Août à Octobre 1931 – Indochine

Sur la photo ci-dessus : à gauche, les époux Huyng Ba Duong, leaders du mouvement espérantiste vietnamien et à droite, le vélo de Lucien garé devant une maison vietnamienne.

 

En 1931, l’Indochine française est une colonie d’Asie du Sud-Est contrôlée par la France. Elle est composée de plusieurs régions qui forment aujourd’hui le Vietnam, le Cambodge et le Laos.

Ce dossier te propose de découvrir comment vivaient les habitants à cette époque, comment les Français organisaient le territoire, quelles étaient les différences entre les colons et les locaux, et comment la culture locale et la culture française se mélangeaient. Tu pourras aussi comprendre pourquoi certaines personnes ont commencé à vouloir l’indépendance. Grâce à des images, des définitions et des exemples concrets, tu vas plonger dans la vie quotidienne en Indochine il y a presque 100 ans.

 

Sommaire

    1. L’Indochine française : un empire colonial en Asie
    2. Saisons extrêmes et climat tropical
    3. Organisation de la société locale
    4. Se déplacer en Indochine dans les années 1930
    5. Vie culturelle : deux mondes se croisent
    6. Spiritualité : entre traditions locales et influence française
    7. L’Indochine en Lot-et-Garonne
    8. A la bibliothèque de Lavardac

 

 

1 – L’Indochine française : un empire colonial en Asie

L’Indochine française est un territoire colonisé par la France à partir de 1858. En 1931, elle regroupe cinq régions :

  • le Tonkin (nord du Vietnam),
  • l’Annam (centre du Vietnam),
  • la Cochinchine (sud du Vietnam),
  • le Cambodge,
  • et le Laos.

Elle ne correspond pas à un seul pays actuel, mais à trois : le Vietnam, le Cambodge et le Laos.

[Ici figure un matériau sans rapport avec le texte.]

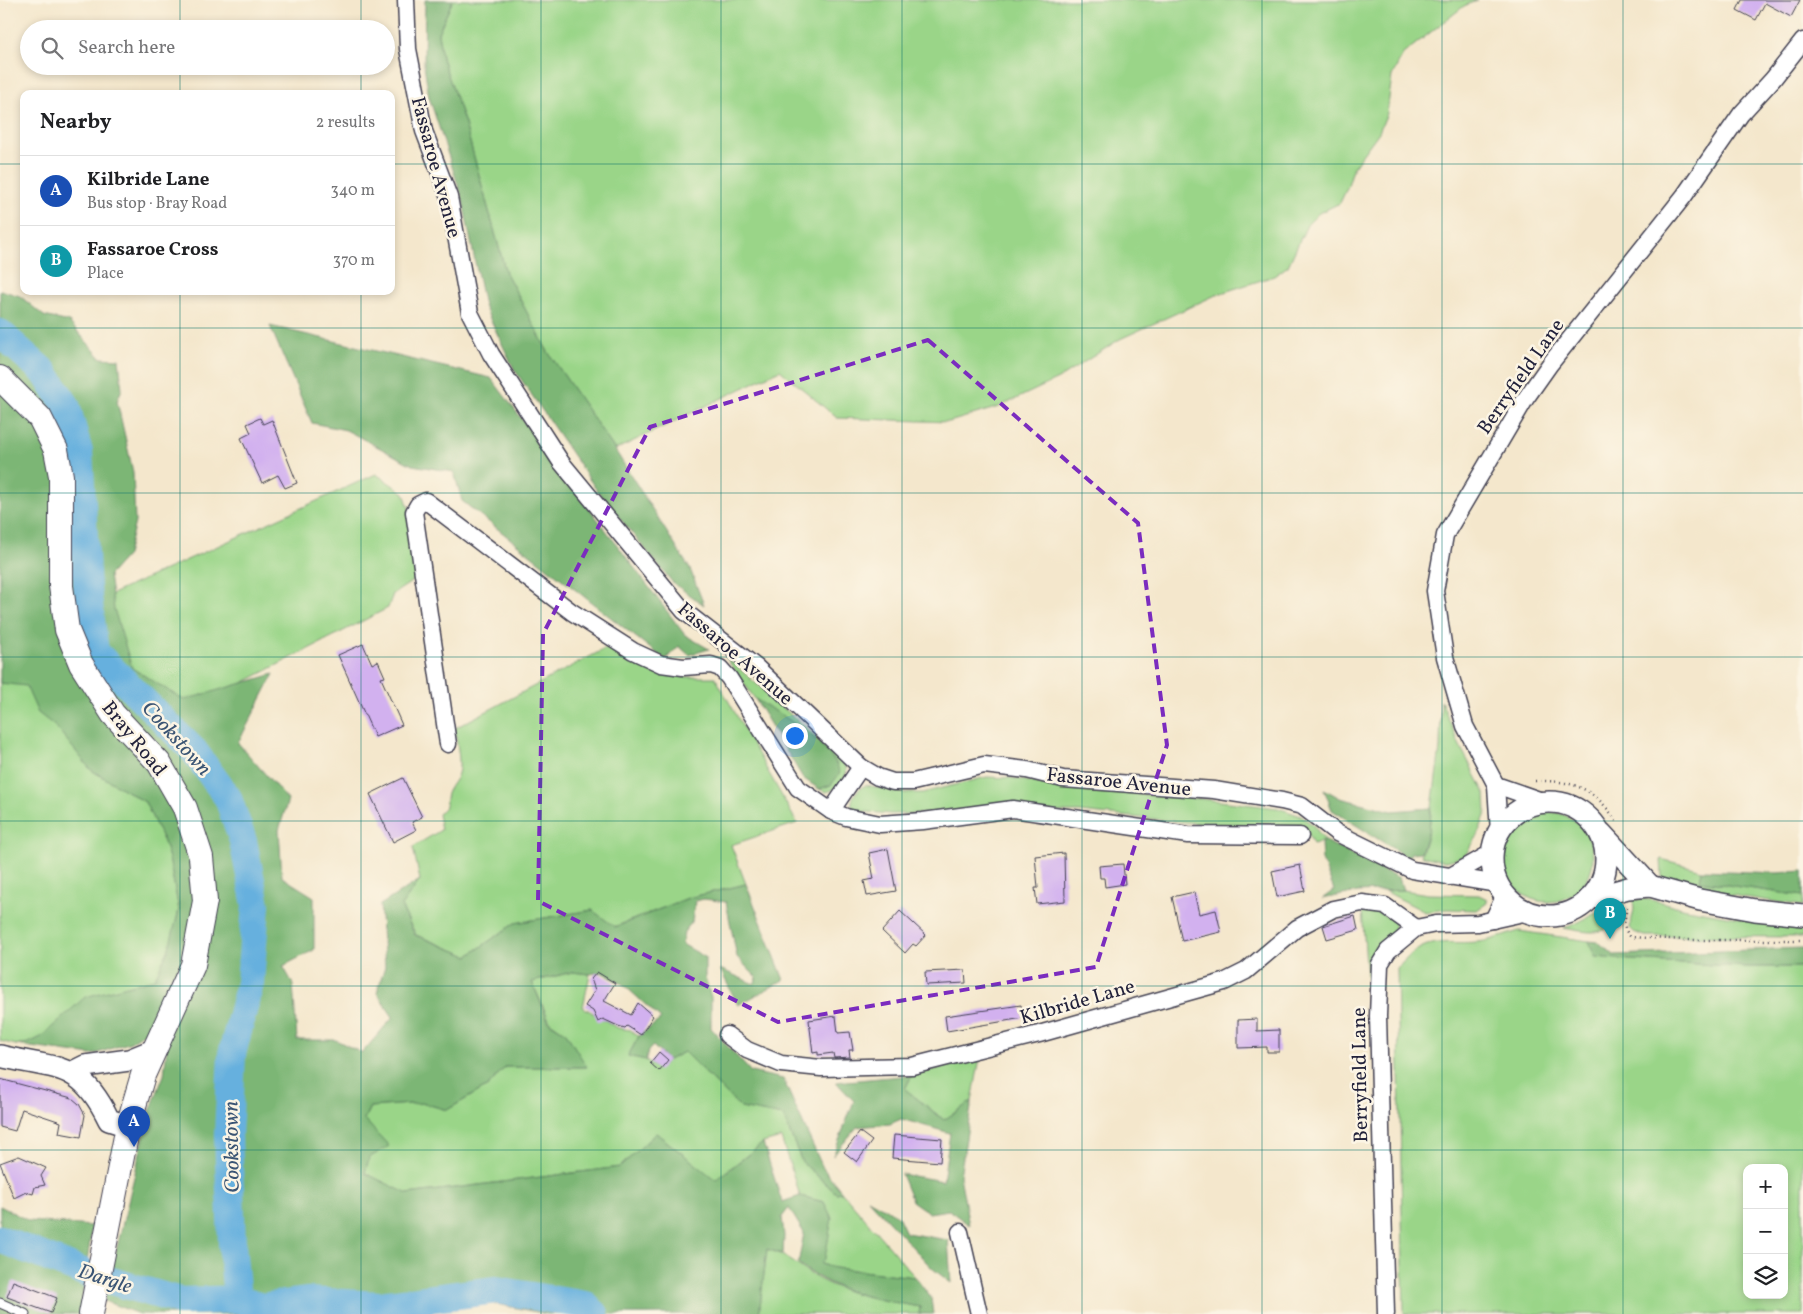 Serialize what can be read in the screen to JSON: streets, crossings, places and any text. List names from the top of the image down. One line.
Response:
{"streets":{"main road":["Bray Road"],"street":["Fassaroe Avenue","Berryfield Lane","Kilbride Lane"]},"crossings":[["Fassaroe Avenue","Berryfield Lane"],["Berryfield Lane","Kilbride Lane"]],"water":["Cookstown","Dargle"],"page":{"search":"Search here","heading":["Nearby","2 results"],"list":[{"mark":"A","name":"Kilbride Lane","note":"Bus stop · Bray Road","value":"340 m"},{"mark":"B","name":"Fassaroe Cross","note":"Place","value":"370 m"}],"pins":["B","A"],"map_buttons":["+","−"]}}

La capitale de l’Indochine est Hanoï, située dans le Tonkin. C’est là que réside le gouverneur général de l’Indochine, représentant de la France. Aujourd’hui, le quartier français de Hanoï est un endroit spécial qui rappelle le passé colonial de la ville. On y trouve de belles rues avec des bâtiments élégants, comme des villas et des cafés, qui ressemblent à ceux de Paris. Ce quartier a été construit par les Français il y a plus de cent ans et mélange des éléments de la culture vietnamienne et française.

Définition :

  • Colonie : territoire contrôlé par un pays étranger.
  • Gouverneur général : personne chargée de diriger une colonie au nom du pays colonisateur.

Indochine Française 1900-1945

Bien que la France développe des infrastructures et des systèmes de santé, la vie des habitants reste très inégale et beaucoup souffrent de conditions de travail difficiles. À cette époque, le mouvement pour l’indépendance prend de l’ampleur, surtout au Vietnam, où des groupes cherchent à se libérer de la domination coloniale. Les Français, bien qu’en minorité, contrôlent l’économie et la politique, ce qui provoque des tensions croissantes. La population de l’Indochine continue de croître, avec des millions d’habitants, mais les inégalités et les luttes pour la liberté sont de plus en plus présentes.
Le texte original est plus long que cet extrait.